Odamtten and Others Vrs Wuta-Ofei (J4/20/2016) [2018] GHASC 63 (12 December 2018);



ACCRA – A.D. 2018


                             CORAM:      ADINYIRA (MRS), JSC (PRESIDING)

                                                AKOTO-BAMFO (MRS), JSC

                                                BENIN, JSC

                                                APPAU, JSC

                                                PWAMANG, JSC            

                                                                                                                                                                                                                                                                         CIVIL APPEAL

                                                                                                                       NO. J4/20/2016


                                                                                                                       12TH DECEMBER, 2018                                





  2. MOHAMMED WOLLEY   ……..       DEFENDANTS/RESPONDENTS/RESPONDENTS                                                                                    






This appeal is in respect of the Plaintiffs/Appellants/Appellants [Appellants] in original suit no. AL 105/2007 which was consolidated with suit no P 96/2007 and in respect of the same property, Essie Lodge/Cedar House otherwise known as House No. F 889/2 Cantonments Road, Accra, or Koala Shopping Centre. The property was the self acquired property of one Robert Wuta- Ofei who died intestate in 1970. He was survived by his wife Barbara Wuta Ofei and four children, Roberta, Vida, Percy and the 1st Respondent. The Plaintiffs in both suits at the High Court are the grandchildren of Robert and Barbara Wuta Ofei claiming the property as beneficiaries of the estate of their mother Roberta Wuta- Ofei.

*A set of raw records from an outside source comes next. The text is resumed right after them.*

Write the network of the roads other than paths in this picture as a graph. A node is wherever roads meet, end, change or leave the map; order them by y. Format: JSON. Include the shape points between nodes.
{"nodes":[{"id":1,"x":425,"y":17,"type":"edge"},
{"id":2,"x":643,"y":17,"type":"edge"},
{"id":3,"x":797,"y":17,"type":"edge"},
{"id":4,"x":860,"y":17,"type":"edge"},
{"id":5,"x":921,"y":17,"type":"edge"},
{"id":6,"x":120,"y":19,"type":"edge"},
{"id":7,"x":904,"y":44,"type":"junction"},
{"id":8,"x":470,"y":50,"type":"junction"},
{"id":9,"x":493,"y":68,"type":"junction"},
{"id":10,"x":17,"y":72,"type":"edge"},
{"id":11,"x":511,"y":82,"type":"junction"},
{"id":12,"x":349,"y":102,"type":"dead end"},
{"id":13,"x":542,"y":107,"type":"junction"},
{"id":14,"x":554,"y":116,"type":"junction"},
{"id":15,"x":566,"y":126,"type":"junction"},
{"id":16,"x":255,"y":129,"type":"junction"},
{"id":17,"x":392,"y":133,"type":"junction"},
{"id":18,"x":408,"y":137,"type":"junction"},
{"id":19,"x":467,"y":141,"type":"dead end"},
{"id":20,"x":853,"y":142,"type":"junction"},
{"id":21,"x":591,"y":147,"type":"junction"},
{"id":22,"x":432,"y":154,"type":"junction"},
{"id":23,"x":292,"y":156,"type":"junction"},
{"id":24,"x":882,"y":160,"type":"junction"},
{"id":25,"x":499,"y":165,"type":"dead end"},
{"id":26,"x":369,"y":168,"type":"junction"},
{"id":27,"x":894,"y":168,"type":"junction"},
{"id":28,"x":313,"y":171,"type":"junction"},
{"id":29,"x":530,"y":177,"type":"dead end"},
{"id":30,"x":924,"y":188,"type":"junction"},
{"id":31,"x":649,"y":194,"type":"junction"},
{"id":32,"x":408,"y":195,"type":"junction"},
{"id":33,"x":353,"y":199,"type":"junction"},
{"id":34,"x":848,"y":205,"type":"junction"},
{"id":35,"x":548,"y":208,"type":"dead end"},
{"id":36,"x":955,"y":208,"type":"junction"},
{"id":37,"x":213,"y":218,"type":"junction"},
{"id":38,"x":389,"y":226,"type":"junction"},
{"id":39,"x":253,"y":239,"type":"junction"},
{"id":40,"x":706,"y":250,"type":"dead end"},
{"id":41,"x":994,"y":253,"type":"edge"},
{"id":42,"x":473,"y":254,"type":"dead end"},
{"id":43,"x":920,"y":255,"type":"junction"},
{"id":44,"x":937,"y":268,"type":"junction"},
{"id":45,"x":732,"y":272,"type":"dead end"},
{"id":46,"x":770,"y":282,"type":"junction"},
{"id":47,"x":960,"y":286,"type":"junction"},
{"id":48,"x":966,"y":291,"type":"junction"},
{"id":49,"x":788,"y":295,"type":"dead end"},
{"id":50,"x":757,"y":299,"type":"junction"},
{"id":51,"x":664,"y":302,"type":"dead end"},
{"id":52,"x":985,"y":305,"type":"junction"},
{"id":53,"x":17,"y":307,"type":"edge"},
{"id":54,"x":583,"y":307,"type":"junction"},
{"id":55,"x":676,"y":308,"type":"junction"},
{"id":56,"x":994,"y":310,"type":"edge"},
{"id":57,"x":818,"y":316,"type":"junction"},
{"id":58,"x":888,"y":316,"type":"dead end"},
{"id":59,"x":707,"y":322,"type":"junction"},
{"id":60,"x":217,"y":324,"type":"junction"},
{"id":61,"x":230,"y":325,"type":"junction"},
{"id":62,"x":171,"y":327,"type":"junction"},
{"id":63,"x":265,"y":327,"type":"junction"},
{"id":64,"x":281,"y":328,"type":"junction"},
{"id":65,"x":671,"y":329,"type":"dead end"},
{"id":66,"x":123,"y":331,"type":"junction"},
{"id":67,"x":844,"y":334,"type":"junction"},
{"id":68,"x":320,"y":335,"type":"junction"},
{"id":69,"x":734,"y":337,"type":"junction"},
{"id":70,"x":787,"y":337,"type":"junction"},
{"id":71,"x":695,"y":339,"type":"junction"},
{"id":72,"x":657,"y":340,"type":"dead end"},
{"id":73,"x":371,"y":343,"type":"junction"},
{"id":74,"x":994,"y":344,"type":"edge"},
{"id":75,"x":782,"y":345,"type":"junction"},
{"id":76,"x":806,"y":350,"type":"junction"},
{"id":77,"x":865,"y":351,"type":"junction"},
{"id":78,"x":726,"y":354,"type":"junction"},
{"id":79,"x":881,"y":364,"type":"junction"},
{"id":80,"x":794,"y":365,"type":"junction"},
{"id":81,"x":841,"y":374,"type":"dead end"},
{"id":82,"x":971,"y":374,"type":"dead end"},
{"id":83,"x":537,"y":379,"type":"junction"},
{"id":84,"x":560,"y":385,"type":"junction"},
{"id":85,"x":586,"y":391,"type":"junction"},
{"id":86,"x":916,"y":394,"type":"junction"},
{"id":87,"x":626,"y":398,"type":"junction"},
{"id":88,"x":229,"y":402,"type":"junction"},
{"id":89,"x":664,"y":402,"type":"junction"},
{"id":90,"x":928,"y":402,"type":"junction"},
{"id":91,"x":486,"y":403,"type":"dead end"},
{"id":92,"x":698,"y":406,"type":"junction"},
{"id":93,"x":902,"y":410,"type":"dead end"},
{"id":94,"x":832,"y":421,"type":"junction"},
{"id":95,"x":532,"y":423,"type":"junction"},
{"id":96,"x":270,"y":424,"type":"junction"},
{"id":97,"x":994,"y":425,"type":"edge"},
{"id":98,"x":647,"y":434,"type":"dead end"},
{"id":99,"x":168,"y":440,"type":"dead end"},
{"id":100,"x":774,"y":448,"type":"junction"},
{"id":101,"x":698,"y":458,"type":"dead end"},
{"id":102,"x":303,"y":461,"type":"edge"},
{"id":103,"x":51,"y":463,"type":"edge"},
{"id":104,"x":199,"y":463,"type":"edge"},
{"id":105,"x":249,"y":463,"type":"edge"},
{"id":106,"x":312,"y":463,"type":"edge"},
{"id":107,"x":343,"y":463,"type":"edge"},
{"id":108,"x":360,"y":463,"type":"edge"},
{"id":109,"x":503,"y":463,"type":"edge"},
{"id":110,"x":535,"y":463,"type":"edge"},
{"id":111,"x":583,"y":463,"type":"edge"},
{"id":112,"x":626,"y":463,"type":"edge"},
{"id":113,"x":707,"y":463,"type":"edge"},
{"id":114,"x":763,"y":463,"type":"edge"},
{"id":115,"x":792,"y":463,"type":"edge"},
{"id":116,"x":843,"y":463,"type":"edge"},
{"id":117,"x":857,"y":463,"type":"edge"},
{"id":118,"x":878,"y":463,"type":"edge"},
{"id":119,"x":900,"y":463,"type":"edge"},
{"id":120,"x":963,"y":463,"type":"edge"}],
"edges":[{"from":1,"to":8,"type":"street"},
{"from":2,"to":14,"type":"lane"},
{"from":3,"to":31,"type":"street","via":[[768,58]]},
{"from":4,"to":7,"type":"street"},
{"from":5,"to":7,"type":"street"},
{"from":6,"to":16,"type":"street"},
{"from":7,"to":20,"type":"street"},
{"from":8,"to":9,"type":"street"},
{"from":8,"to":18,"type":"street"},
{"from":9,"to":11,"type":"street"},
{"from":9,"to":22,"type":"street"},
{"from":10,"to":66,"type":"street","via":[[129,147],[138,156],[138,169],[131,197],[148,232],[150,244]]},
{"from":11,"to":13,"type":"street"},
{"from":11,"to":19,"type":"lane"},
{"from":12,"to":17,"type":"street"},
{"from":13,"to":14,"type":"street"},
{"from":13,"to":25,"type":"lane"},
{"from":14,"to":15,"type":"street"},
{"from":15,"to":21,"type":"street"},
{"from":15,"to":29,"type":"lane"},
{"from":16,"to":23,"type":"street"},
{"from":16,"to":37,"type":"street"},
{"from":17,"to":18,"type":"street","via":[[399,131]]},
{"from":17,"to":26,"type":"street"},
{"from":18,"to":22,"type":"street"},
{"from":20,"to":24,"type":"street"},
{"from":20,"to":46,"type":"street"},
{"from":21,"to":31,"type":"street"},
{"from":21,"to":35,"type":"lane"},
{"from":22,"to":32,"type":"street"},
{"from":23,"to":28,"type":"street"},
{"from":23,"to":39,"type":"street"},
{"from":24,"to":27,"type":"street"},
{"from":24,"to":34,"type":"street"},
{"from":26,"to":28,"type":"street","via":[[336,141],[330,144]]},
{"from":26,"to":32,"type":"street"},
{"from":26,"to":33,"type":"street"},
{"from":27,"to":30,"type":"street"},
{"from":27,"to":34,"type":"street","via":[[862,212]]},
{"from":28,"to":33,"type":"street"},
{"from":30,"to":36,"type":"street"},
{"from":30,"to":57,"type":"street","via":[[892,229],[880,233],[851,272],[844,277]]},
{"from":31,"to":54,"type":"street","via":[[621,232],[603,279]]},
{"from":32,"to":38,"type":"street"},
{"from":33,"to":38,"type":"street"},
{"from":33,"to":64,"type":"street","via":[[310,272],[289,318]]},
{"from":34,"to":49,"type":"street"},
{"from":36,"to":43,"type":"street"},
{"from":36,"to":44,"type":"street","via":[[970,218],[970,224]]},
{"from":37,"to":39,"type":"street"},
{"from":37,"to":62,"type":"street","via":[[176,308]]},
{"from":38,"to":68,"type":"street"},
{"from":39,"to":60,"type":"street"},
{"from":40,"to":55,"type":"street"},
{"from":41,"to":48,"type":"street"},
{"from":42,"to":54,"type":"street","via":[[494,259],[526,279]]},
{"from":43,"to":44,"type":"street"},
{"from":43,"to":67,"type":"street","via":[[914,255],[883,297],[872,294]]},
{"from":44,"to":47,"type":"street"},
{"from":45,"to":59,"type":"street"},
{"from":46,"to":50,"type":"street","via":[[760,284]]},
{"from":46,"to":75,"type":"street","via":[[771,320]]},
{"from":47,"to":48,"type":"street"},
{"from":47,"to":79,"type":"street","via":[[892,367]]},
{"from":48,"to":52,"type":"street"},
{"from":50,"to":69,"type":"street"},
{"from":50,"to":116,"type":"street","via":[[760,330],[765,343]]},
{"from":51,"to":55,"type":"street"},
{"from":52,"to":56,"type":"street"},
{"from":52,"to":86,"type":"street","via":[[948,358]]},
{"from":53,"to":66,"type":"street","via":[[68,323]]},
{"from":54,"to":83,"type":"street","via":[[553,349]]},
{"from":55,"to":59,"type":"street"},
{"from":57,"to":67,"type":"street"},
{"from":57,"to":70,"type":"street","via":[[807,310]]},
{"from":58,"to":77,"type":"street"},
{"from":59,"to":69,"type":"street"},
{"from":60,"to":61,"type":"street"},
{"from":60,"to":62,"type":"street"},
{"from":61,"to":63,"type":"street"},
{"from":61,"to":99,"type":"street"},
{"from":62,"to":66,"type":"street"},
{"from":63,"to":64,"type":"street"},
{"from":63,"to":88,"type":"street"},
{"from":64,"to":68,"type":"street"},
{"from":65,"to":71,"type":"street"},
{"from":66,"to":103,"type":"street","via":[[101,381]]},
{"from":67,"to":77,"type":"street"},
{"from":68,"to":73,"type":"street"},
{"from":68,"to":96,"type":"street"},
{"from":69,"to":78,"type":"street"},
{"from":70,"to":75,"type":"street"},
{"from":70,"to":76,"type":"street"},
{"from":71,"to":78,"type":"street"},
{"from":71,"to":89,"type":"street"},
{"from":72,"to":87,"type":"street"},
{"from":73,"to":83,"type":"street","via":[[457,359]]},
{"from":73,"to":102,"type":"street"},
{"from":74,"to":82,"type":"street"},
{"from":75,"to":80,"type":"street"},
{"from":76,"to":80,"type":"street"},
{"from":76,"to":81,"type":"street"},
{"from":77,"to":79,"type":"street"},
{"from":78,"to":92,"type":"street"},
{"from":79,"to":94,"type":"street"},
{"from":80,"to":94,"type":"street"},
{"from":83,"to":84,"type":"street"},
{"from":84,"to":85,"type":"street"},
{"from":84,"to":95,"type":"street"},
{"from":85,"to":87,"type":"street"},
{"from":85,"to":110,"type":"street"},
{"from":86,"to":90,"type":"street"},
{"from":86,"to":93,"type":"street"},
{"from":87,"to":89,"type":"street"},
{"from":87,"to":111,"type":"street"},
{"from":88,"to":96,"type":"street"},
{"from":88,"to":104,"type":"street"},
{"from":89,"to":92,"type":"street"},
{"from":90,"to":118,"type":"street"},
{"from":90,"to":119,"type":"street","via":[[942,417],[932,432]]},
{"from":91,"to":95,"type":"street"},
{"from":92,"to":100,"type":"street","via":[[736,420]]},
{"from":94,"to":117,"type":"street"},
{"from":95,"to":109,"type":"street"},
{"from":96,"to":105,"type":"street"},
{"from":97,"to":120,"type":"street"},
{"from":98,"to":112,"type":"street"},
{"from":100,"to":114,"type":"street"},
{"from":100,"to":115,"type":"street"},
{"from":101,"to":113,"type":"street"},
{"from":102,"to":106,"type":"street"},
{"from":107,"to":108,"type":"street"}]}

The reliefs sought in both cases are identical, that is, the setting aside of the sale of the said property by the 1st Respondent to the 2nd Respondent, who was the sitting tenant for decades, on the basis that they were not consulted before the sale as they also had an interest in same, and an order of perpetual injunction retraining the Respondents from dealing with the property.

The 1st Respondent claimed the right to sell the property as the head of family, administrator of the estate and the only surviving child of the parents.

The Court of Appeal affirmed the decision of the High Court that upon the death intestate of Wuta–Ofei, a Ga from Osu, succession to his self acquired property became family property and by Osu customary law which is patrilineal it is his children who inherited him. The Court held further that all the four children of Wuta Ofei inherited the property, but the female children had only life interest in the estate. The Court further held that the 1st Respondent being the head of family is clothed with authority to deal with the property.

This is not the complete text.